INSTRUCTIONS FOR THE TASK -> Copy every line of the entries that has the string "paths" in it.

DATA SUPPLIED ->
# # # #

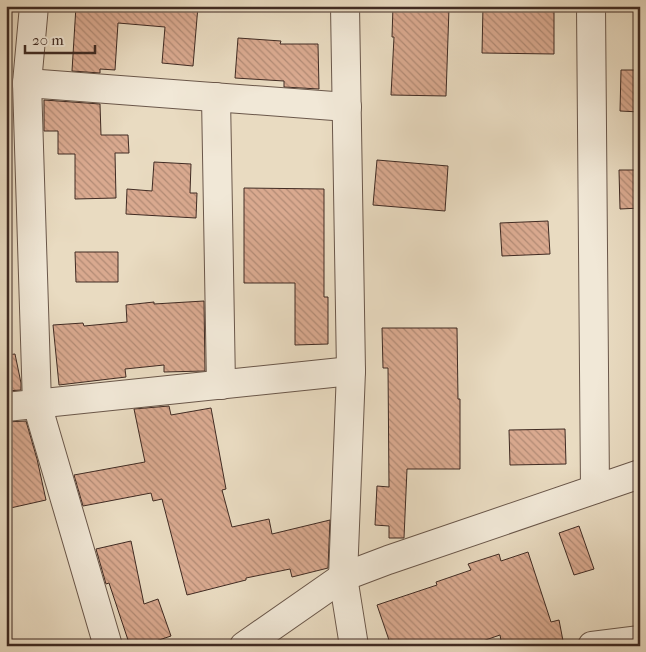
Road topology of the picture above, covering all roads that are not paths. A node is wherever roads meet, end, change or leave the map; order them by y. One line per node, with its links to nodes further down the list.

# # # #

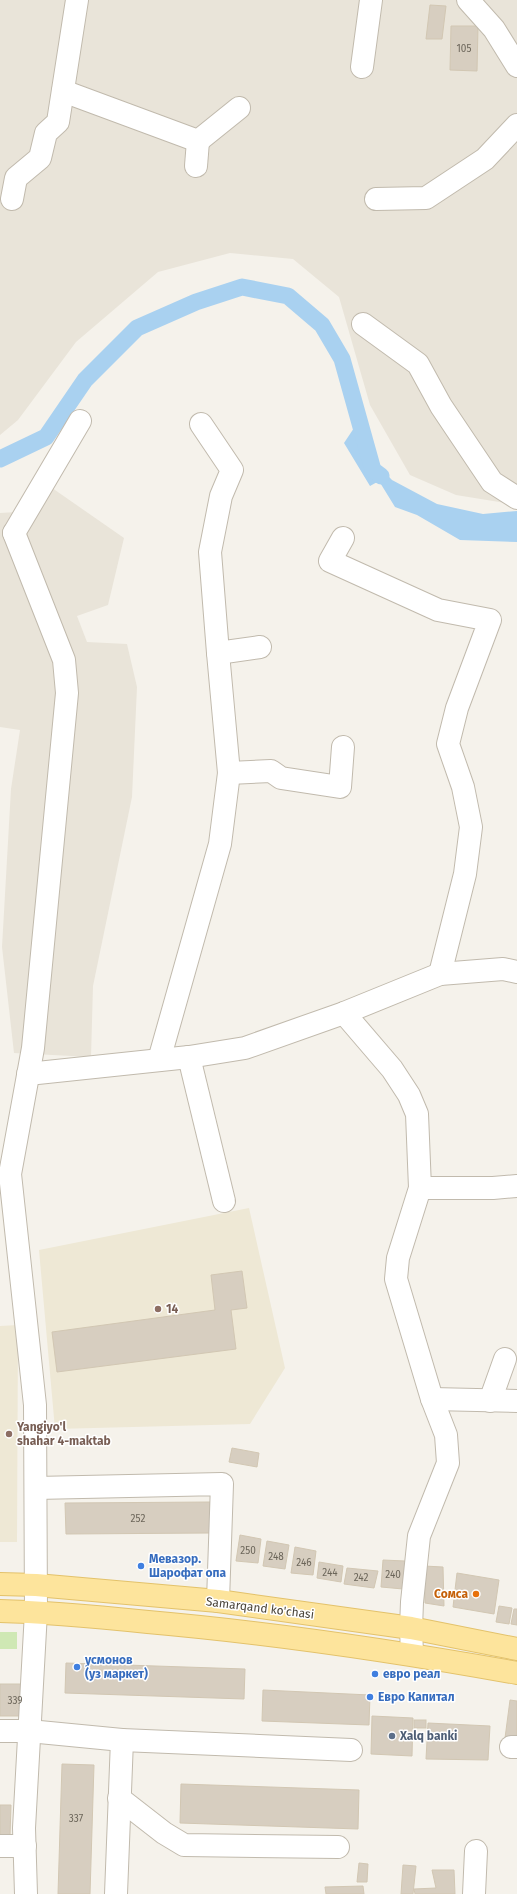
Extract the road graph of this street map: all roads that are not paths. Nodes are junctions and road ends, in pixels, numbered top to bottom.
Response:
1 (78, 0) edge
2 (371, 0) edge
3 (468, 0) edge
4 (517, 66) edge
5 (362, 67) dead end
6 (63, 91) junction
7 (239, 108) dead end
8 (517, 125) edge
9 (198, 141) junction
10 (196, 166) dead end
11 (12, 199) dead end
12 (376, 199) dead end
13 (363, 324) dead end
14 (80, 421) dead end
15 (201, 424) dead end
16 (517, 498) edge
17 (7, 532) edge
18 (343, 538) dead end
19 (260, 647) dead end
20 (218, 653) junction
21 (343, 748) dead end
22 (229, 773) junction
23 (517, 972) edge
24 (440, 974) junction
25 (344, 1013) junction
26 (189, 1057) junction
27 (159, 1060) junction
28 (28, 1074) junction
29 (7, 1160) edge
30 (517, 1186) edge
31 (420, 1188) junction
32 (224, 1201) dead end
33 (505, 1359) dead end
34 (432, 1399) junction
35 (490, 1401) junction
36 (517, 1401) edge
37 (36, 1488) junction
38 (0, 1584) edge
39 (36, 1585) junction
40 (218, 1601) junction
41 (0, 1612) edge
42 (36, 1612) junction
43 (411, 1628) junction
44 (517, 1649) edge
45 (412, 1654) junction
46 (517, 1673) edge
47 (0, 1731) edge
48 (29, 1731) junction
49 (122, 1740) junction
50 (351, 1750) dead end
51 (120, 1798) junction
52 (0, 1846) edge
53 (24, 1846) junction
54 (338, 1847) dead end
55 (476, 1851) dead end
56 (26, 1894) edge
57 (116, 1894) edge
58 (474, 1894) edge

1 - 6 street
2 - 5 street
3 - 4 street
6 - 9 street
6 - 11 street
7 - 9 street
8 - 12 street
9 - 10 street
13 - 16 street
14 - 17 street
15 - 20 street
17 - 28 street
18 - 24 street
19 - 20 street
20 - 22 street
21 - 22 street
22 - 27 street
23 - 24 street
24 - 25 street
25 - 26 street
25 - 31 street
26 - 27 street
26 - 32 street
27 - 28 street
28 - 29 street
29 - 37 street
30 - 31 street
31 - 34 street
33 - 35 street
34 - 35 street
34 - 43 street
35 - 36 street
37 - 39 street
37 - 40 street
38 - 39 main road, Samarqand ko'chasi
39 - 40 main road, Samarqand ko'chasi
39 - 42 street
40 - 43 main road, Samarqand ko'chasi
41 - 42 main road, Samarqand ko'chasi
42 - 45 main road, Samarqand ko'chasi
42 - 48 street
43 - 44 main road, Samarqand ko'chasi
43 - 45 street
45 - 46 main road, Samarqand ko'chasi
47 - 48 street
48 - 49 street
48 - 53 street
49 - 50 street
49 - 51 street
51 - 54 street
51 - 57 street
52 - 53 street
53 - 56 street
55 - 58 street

# # # #

RESULT ->
Road topology of the picture above, covering all roads that are not paths. A node is wherever roads meet, end, change or leave the map; order them by y. One line per node, with its links to nodes further down the list.
Extract the road graph of this street map: all roads that are not paths. Nodes are junctions and road ends, in pixels, numbered top to bottom.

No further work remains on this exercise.